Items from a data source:
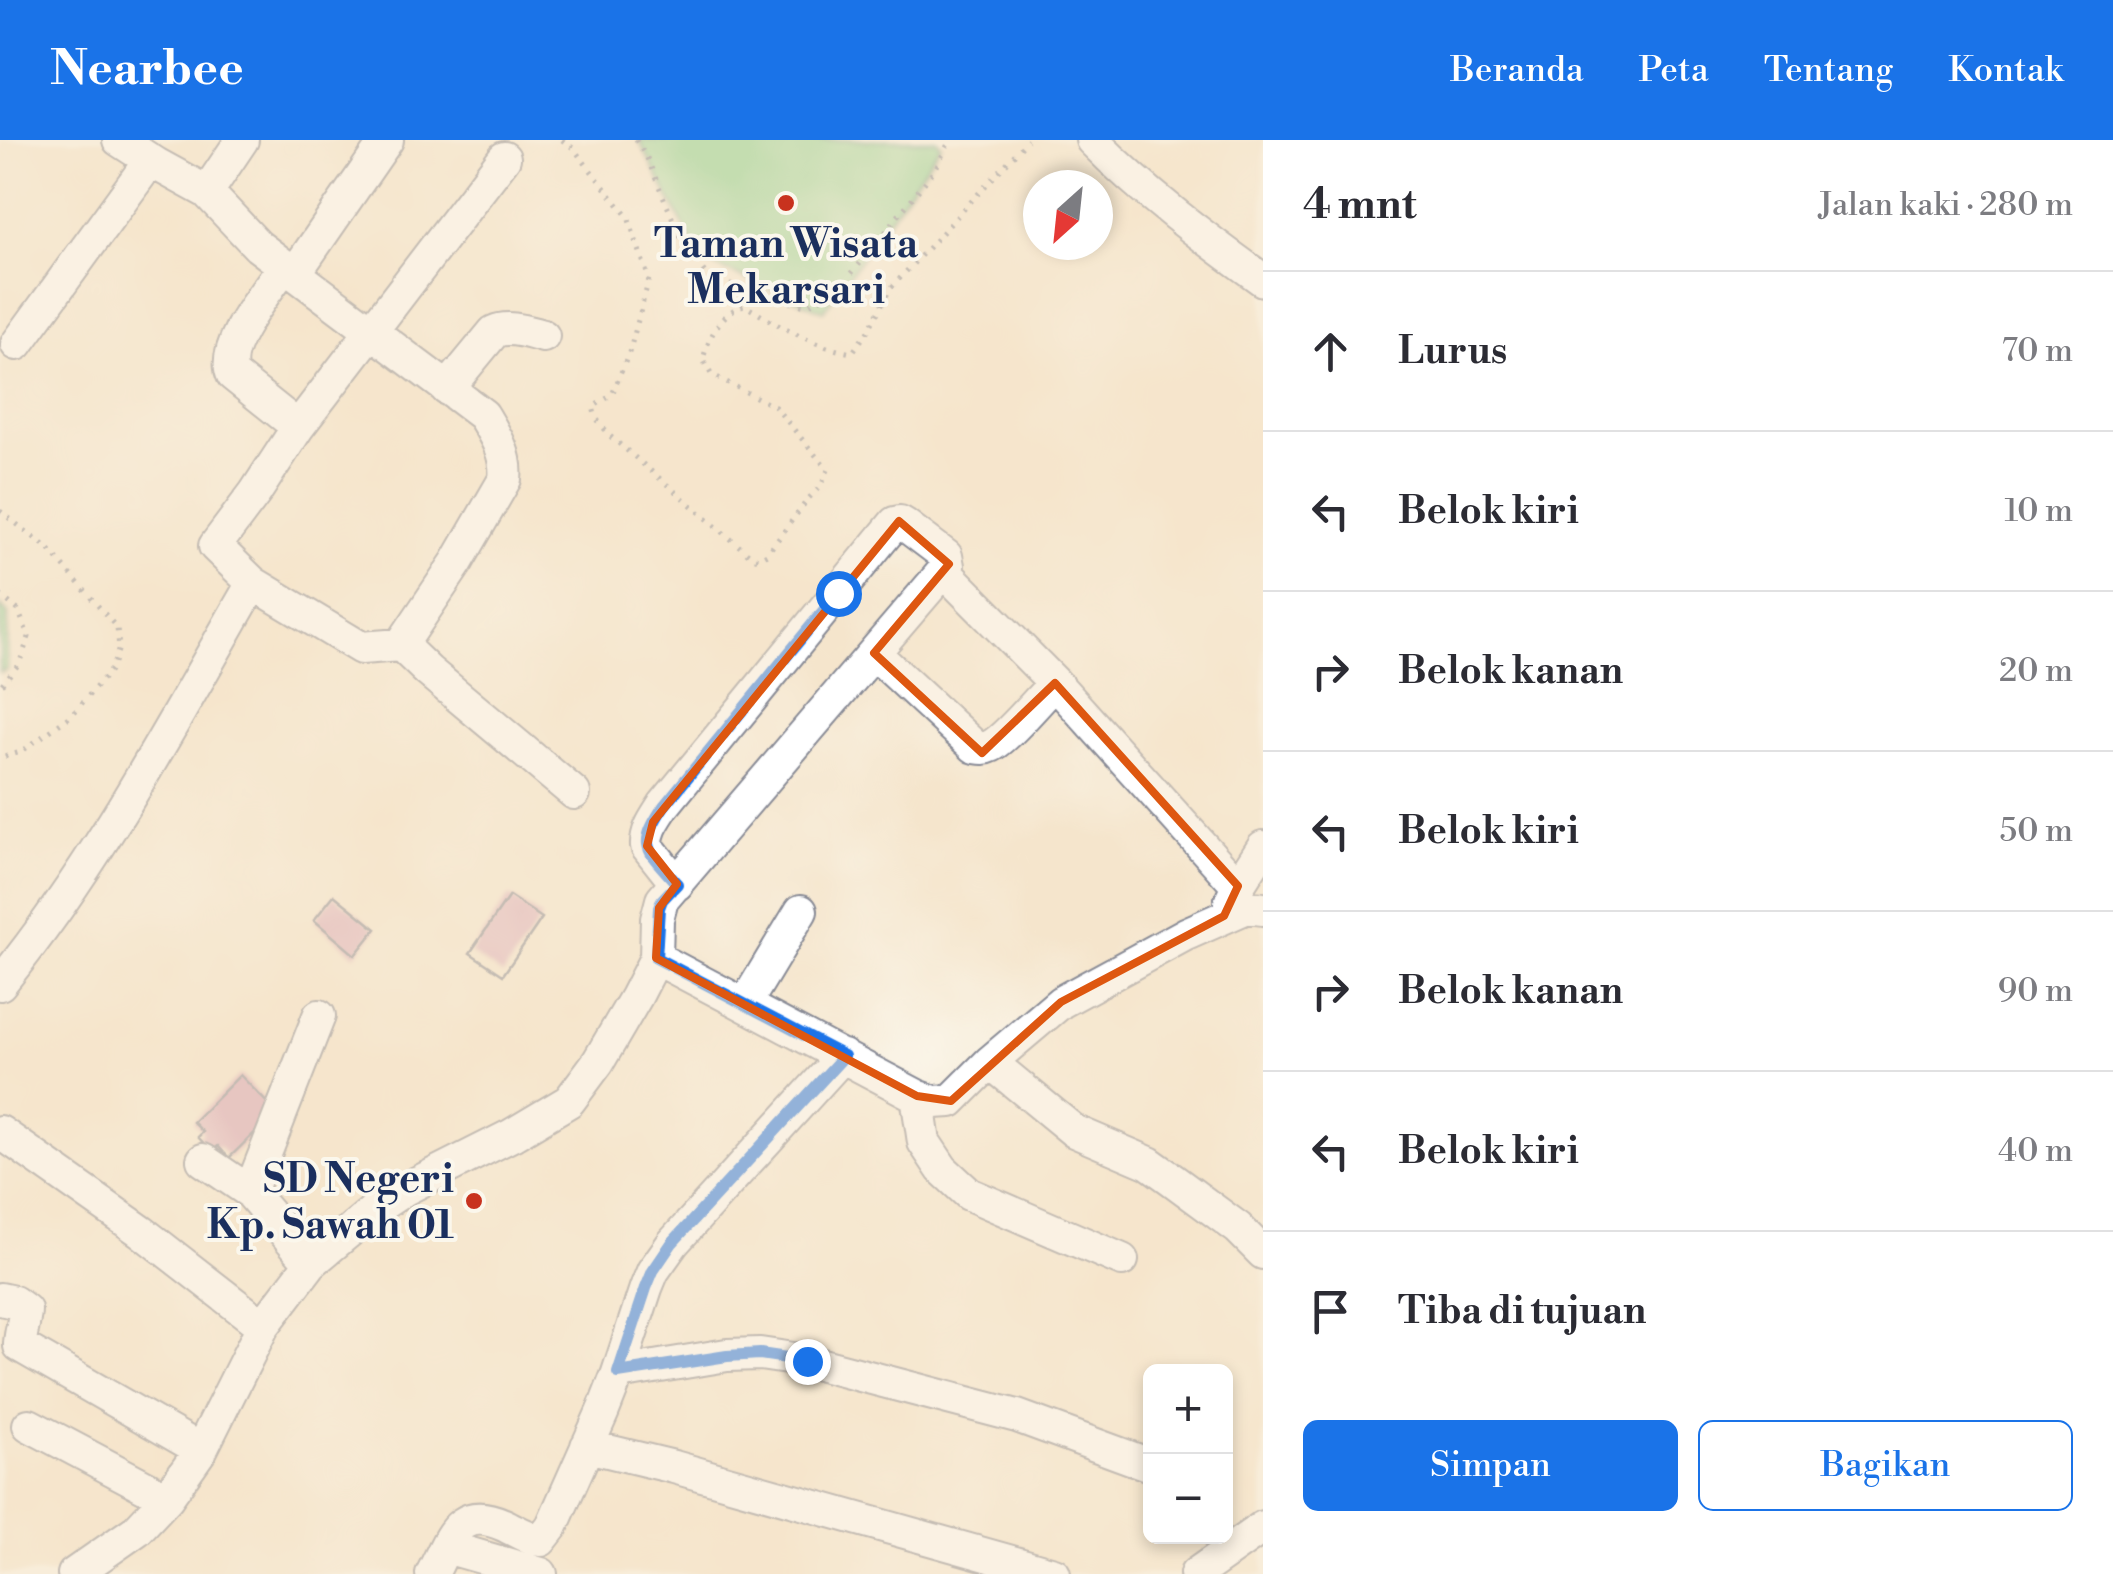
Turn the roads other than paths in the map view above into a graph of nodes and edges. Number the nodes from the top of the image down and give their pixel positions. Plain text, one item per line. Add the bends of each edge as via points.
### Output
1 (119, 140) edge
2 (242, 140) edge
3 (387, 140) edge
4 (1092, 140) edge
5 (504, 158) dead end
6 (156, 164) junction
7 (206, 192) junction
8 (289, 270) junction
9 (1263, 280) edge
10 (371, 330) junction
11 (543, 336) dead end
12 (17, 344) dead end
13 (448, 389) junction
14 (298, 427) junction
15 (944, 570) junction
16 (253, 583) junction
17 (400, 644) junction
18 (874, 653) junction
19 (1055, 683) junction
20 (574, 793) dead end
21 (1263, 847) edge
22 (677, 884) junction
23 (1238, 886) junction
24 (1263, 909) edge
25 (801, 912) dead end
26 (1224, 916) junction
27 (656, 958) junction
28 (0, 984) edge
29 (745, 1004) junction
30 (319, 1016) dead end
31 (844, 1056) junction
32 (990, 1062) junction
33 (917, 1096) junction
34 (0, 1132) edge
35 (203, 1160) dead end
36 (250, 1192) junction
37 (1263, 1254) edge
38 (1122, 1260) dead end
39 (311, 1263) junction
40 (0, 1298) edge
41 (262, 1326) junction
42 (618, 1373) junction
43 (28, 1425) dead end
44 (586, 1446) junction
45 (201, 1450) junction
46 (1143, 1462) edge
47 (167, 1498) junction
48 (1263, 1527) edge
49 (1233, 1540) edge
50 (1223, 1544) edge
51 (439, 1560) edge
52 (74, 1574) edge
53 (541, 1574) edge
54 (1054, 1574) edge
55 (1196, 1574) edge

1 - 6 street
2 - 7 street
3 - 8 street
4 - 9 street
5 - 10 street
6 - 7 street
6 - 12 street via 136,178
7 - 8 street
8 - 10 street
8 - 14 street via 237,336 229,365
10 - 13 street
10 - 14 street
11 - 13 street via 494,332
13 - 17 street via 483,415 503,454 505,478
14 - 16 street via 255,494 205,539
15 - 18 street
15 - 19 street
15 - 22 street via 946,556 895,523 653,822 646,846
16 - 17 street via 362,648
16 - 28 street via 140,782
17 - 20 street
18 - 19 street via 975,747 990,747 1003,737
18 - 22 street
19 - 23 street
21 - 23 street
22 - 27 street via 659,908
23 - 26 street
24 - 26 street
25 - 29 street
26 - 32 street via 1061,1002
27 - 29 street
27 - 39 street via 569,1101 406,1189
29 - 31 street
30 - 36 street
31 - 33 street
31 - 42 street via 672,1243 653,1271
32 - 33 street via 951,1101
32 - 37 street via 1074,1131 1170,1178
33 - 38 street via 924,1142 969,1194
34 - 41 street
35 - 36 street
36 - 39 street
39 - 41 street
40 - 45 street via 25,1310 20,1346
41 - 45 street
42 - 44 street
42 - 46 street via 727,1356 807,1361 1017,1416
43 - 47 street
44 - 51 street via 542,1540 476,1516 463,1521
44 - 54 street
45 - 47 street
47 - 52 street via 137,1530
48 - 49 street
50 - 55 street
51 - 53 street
---
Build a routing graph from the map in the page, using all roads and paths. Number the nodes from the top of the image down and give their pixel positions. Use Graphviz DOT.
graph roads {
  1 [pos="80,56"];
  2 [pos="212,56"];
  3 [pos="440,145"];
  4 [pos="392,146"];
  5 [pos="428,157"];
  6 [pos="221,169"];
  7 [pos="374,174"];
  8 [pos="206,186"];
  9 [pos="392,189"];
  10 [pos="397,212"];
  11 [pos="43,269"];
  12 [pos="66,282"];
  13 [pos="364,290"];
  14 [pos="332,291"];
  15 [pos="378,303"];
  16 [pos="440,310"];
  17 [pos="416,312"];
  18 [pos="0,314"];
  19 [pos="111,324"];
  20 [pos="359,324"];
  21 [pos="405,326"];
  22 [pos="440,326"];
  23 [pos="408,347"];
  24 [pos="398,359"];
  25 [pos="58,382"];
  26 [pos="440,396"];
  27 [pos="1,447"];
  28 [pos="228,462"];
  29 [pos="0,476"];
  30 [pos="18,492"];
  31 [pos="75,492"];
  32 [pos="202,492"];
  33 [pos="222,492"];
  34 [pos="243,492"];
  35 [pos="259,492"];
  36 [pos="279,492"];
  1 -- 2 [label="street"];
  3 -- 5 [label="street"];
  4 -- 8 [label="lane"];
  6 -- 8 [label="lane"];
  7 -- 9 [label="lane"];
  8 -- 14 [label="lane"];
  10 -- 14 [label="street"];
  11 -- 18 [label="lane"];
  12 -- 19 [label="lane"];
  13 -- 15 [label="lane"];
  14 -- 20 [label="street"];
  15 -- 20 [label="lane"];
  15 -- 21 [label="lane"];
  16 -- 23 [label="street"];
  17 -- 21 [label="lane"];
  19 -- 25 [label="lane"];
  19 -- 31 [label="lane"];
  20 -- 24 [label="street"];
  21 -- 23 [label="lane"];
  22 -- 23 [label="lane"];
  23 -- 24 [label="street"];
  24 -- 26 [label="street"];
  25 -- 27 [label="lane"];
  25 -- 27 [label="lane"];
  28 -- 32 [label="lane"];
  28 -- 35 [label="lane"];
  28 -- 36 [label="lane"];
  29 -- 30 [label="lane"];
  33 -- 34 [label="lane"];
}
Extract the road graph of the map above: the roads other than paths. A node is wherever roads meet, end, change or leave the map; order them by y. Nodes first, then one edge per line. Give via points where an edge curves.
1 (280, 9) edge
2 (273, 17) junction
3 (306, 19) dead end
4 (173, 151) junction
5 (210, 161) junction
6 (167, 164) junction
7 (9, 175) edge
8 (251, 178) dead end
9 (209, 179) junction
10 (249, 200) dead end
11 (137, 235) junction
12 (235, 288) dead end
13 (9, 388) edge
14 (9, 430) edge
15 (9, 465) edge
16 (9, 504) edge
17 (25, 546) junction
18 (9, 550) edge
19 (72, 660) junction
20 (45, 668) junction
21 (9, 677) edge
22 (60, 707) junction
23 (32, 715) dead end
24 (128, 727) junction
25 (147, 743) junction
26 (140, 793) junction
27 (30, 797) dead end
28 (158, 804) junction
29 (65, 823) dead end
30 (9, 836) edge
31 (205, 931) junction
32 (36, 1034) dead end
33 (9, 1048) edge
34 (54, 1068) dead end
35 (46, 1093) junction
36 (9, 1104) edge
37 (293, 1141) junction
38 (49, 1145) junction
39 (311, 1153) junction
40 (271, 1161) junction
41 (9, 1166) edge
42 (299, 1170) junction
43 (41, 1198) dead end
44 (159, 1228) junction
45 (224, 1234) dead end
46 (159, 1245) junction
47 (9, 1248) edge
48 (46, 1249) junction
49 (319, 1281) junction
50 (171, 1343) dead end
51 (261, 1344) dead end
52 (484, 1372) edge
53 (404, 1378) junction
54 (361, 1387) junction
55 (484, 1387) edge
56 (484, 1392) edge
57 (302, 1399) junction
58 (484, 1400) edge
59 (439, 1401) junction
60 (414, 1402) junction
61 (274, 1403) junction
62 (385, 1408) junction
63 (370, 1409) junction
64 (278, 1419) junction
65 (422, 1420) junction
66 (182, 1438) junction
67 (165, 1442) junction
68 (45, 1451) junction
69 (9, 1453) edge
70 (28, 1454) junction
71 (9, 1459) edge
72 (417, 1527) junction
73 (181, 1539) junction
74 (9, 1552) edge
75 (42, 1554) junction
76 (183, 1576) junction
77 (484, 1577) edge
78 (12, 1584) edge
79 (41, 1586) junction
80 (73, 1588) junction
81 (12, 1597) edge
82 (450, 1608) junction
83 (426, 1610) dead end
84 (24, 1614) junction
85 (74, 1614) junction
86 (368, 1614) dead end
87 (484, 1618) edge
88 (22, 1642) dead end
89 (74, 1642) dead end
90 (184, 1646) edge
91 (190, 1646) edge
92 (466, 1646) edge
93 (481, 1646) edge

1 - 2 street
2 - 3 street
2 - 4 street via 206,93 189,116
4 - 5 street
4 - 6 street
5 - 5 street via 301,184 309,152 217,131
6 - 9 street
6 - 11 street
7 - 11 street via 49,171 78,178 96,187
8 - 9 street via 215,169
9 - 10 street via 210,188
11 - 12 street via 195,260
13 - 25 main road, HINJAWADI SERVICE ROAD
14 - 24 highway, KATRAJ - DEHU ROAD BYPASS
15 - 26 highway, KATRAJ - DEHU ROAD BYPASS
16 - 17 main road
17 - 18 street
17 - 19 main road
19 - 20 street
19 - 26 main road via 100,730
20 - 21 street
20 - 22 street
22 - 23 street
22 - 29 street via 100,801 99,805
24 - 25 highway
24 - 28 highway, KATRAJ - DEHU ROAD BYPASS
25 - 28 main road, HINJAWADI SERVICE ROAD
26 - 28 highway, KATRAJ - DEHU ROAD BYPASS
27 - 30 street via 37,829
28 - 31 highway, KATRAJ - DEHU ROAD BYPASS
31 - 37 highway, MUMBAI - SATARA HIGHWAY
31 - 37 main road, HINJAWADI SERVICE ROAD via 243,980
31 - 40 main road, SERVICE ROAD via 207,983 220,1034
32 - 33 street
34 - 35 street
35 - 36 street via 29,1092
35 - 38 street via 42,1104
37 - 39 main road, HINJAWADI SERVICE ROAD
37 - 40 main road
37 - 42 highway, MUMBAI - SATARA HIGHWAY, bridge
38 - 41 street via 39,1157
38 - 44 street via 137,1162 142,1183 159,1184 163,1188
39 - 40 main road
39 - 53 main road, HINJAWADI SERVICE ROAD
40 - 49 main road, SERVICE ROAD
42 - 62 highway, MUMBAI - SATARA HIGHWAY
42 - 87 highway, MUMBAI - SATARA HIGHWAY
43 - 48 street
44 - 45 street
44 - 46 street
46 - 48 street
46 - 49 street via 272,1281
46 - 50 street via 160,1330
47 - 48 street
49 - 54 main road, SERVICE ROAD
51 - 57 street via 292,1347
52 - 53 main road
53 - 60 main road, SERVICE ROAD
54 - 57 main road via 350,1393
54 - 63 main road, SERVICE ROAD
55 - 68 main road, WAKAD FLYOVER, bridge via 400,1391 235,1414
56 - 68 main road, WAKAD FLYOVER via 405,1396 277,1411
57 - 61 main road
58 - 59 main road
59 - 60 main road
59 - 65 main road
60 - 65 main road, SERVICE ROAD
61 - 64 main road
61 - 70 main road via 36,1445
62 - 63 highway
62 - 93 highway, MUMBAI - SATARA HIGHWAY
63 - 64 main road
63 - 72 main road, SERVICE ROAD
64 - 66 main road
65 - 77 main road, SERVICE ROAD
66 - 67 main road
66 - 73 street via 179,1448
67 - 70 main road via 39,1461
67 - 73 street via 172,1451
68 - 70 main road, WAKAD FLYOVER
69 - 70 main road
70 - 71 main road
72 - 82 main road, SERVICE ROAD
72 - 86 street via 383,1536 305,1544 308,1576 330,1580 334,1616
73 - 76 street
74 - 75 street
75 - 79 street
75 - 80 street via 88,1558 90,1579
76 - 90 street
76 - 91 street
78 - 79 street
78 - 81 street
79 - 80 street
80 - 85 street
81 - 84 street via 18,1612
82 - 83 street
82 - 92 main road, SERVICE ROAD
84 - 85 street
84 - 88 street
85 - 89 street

YOUR TASK »
Of the lines above, copy each that contains "HINJAWADI".

EXERCISE RESULT »
13 - 25 main road, HINJAWADI SERVICE ROAD
25 - 28 main road, HINJAWADI SERVICE ROAD
31 - 37 main road, HINJAWADI SERVICE ROAD via 243,980
37 - 39 main road, HINJAWADI SERVICE ROAD
39 - 53 main road, HINJAWADI SERVICE ROAD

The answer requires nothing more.